INPUT MATERIAL |
··········

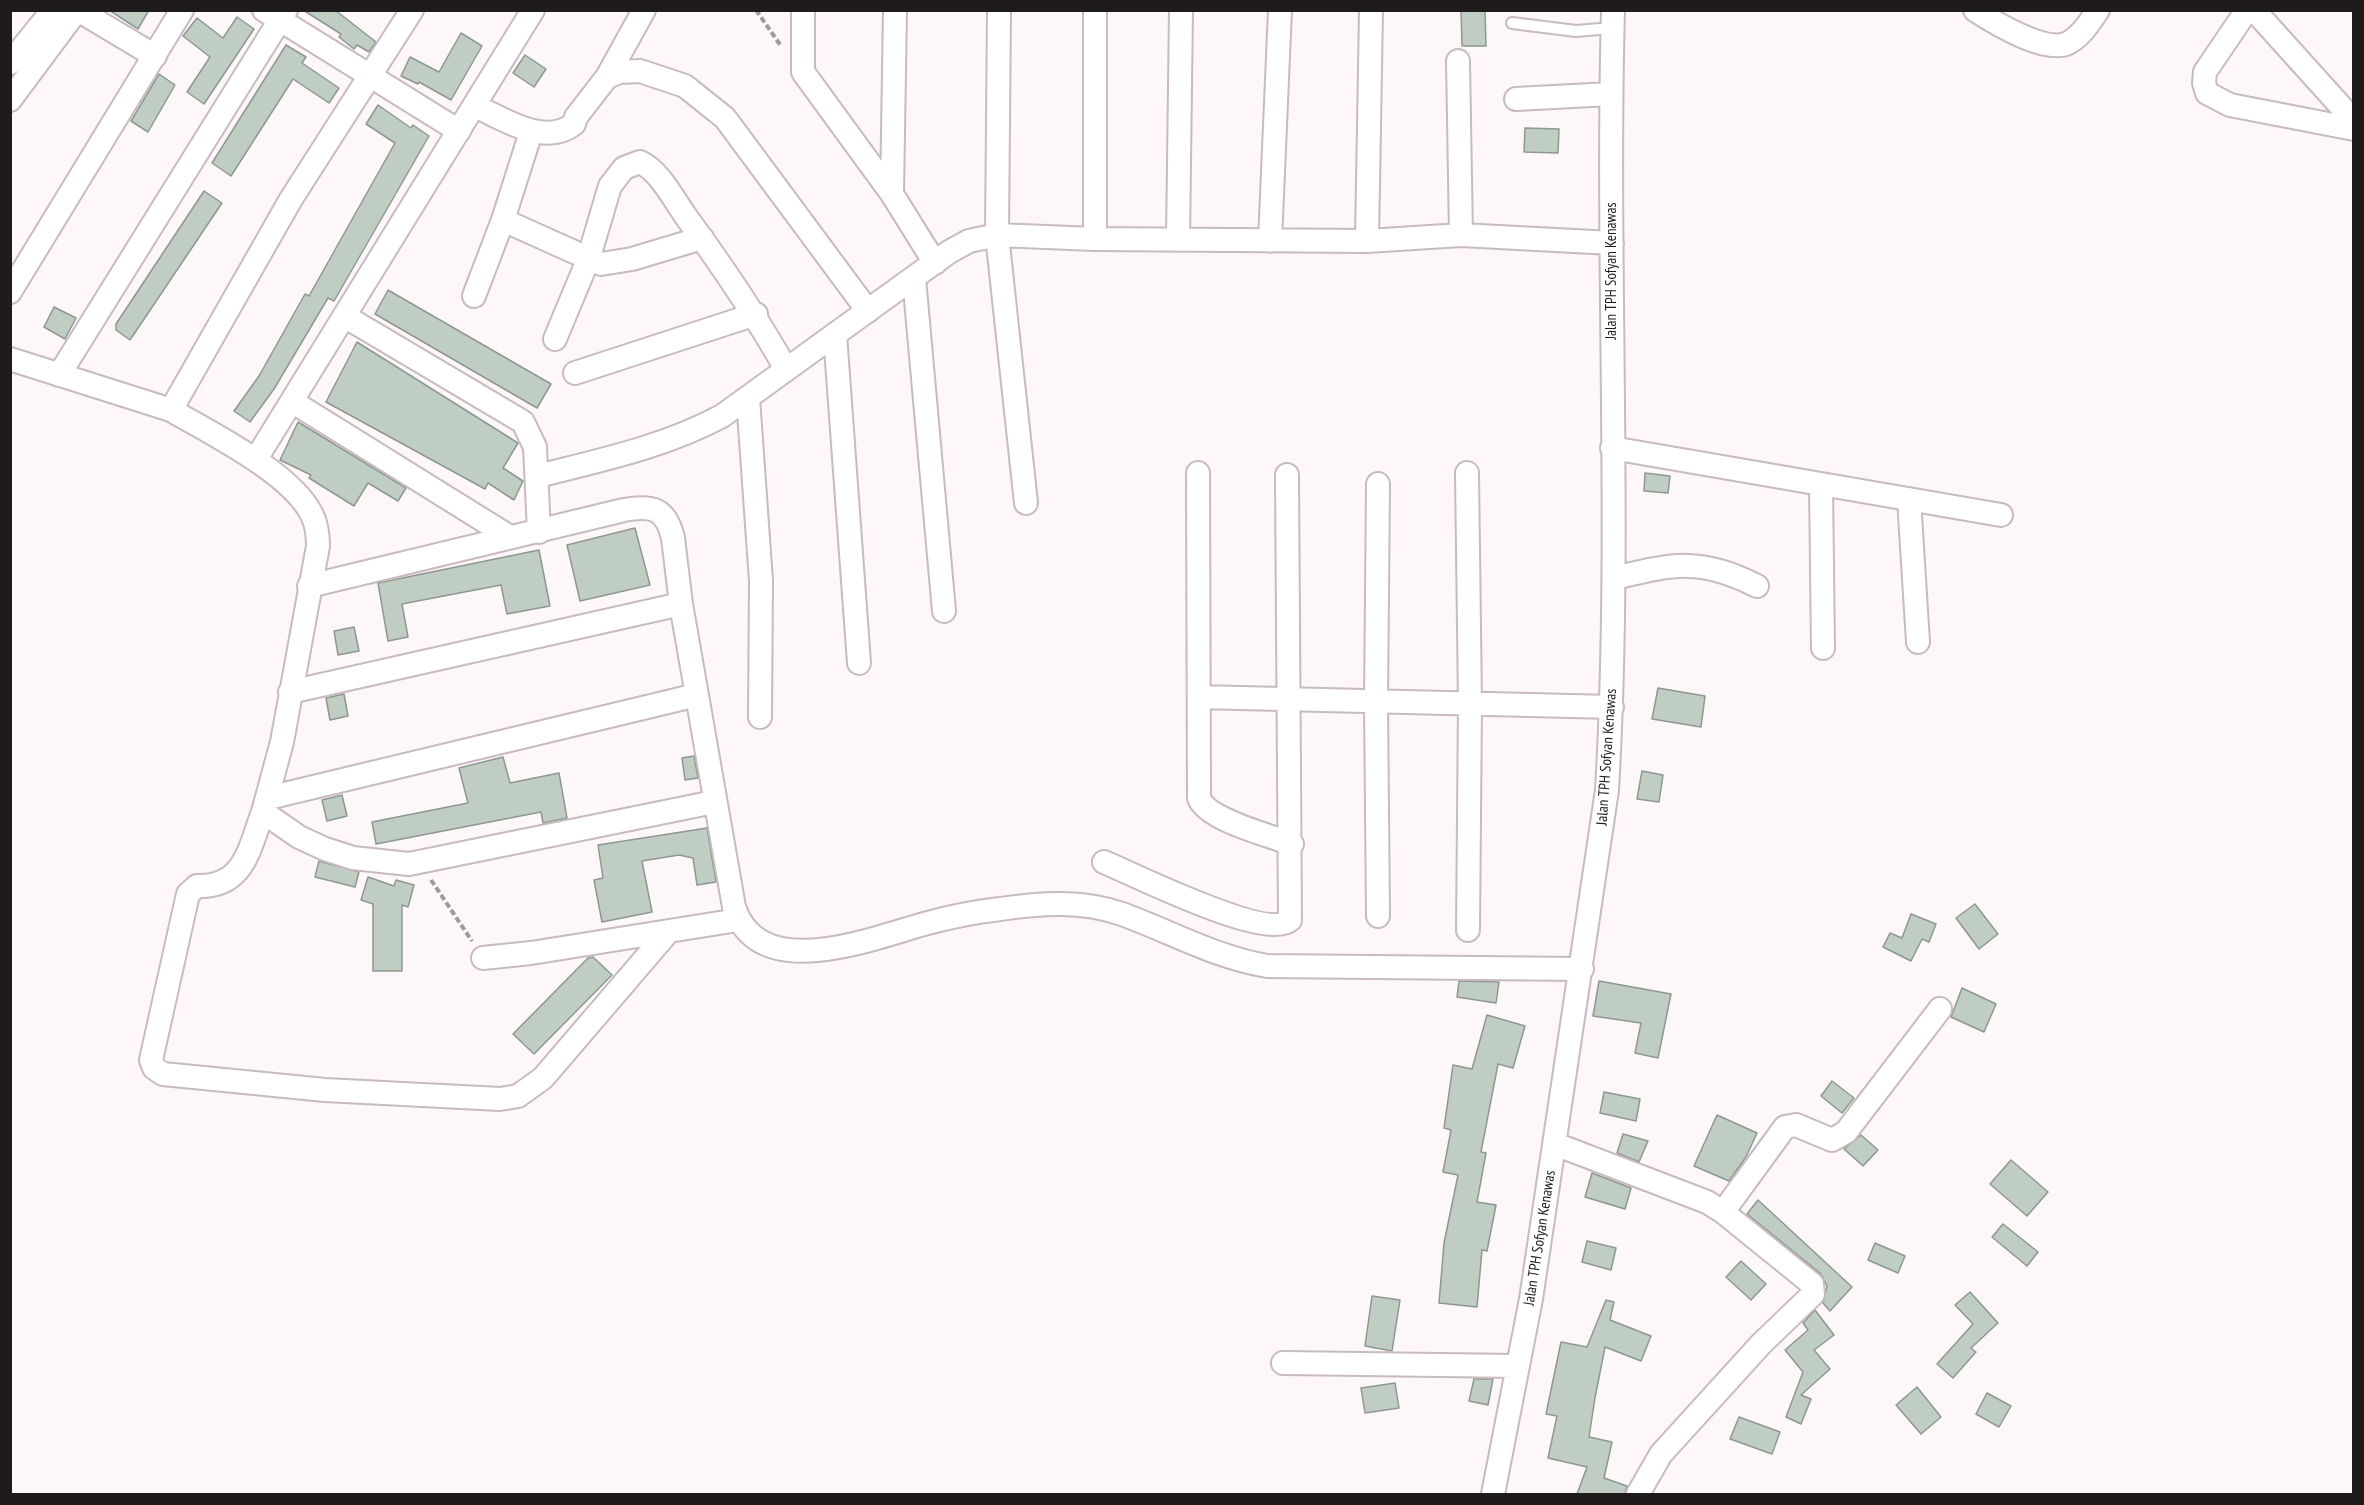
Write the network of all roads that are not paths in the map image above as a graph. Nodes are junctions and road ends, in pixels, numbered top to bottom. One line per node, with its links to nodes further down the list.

··········

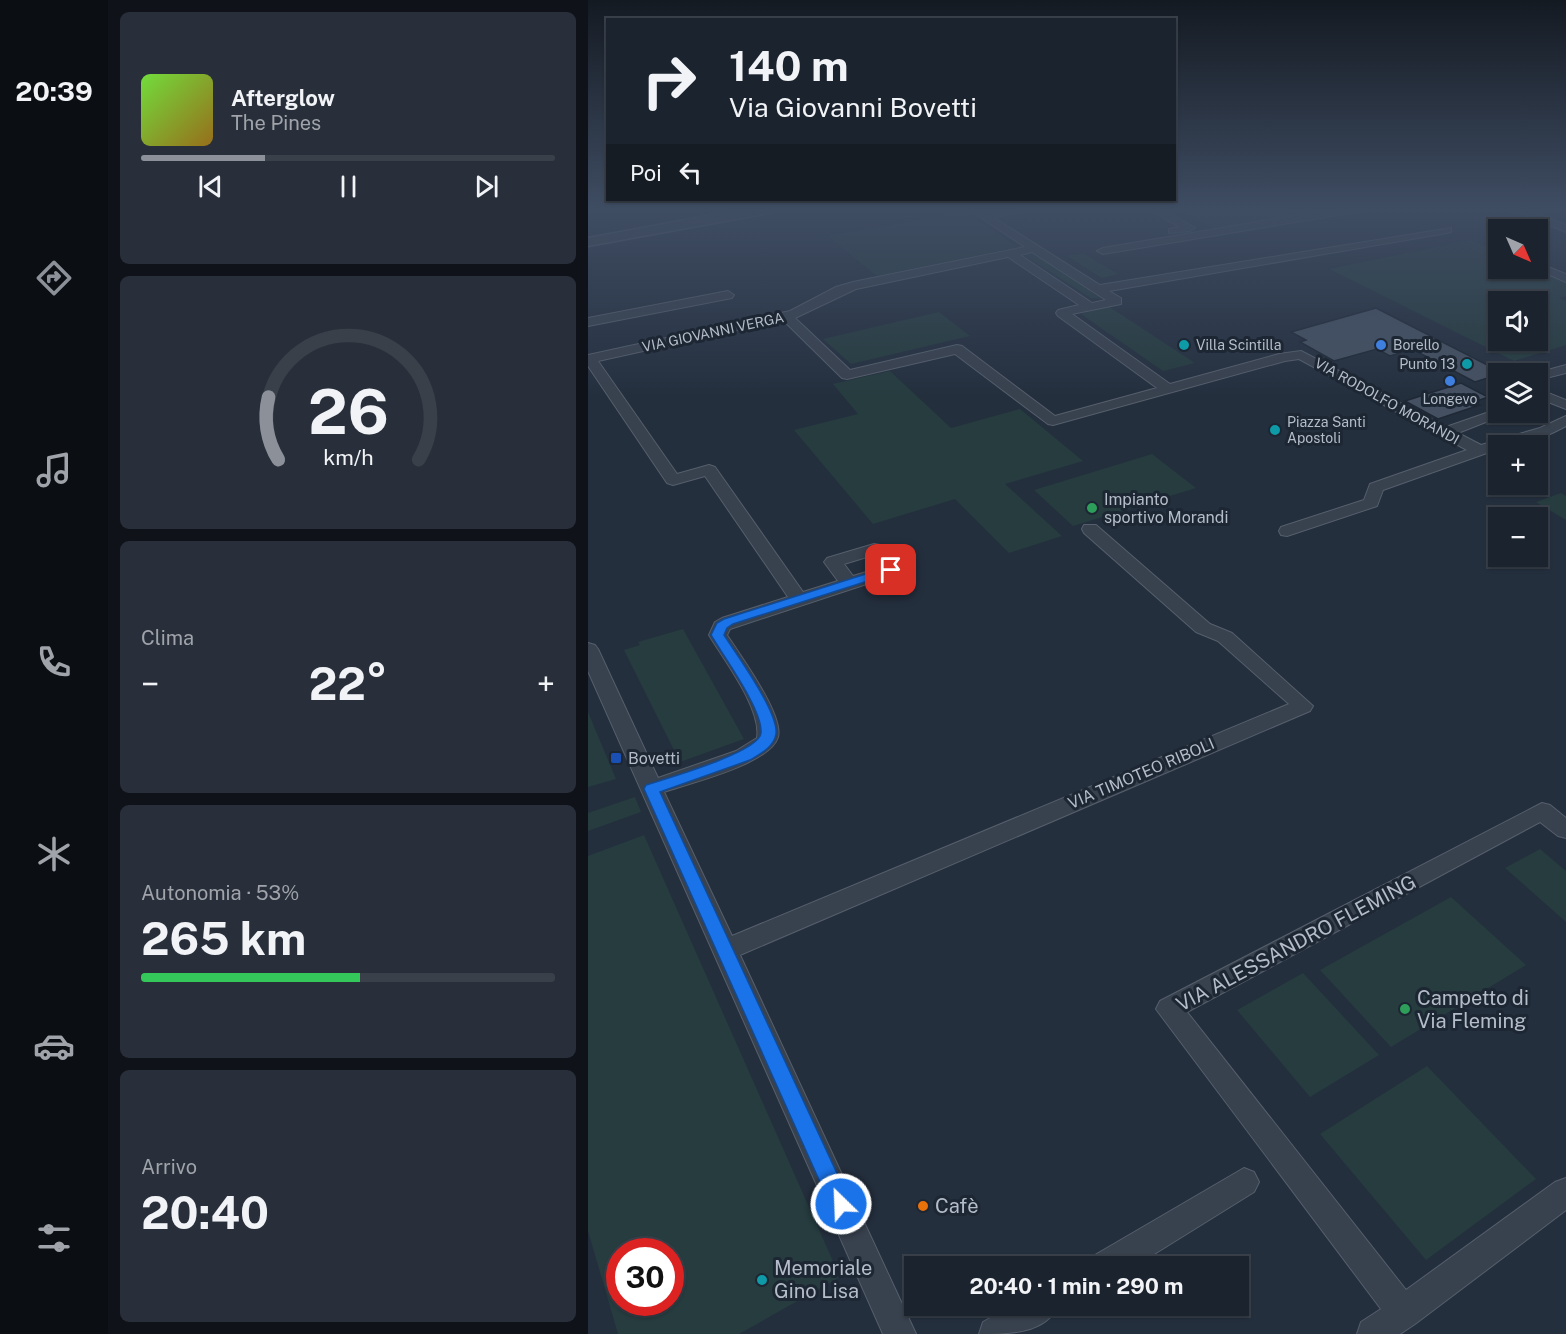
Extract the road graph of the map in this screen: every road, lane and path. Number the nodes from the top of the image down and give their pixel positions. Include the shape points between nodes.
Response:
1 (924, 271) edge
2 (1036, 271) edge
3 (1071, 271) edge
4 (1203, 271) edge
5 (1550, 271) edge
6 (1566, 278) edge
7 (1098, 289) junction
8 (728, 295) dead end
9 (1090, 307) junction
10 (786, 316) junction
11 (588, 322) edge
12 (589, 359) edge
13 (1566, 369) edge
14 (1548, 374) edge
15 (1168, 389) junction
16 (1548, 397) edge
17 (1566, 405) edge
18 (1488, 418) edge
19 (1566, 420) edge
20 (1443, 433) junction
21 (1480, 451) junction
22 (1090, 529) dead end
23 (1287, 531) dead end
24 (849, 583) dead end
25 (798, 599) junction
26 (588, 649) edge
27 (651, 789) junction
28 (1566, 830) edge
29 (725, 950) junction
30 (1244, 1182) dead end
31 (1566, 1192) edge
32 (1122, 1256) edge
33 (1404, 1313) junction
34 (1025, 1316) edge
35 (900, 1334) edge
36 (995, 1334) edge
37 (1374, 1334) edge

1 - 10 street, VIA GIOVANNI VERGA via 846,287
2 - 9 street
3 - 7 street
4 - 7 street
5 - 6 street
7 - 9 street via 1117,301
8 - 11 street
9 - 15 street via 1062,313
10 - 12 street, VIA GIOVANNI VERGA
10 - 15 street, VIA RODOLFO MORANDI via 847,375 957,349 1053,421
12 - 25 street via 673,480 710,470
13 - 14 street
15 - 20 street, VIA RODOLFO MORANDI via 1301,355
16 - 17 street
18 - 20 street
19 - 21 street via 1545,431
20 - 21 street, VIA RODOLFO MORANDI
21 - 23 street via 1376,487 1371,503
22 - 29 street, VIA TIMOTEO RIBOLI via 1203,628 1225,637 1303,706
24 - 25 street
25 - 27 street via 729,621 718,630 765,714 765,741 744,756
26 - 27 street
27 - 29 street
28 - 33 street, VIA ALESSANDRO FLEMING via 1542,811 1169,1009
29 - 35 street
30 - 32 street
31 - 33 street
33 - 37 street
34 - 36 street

··········

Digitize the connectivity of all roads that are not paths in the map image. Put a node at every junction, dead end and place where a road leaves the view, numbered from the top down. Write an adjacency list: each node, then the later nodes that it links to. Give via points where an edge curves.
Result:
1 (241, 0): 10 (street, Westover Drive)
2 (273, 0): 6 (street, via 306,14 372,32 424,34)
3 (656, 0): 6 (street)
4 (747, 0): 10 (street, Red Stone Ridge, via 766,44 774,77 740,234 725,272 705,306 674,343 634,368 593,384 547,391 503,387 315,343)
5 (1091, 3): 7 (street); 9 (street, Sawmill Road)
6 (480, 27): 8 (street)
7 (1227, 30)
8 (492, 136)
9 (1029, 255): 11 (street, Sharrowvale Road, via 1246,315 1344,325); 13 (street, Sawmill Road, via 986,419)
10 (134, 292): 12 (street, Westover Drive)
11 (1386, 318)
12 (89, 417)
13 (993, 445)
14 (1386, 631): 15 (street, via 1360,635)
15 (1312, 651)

··········

WHAT IS BEING ASKED | Determine the number of lines in the data above that hold "Write", and reply with that number alone.

ANSWER TO THE EXERCISE | 2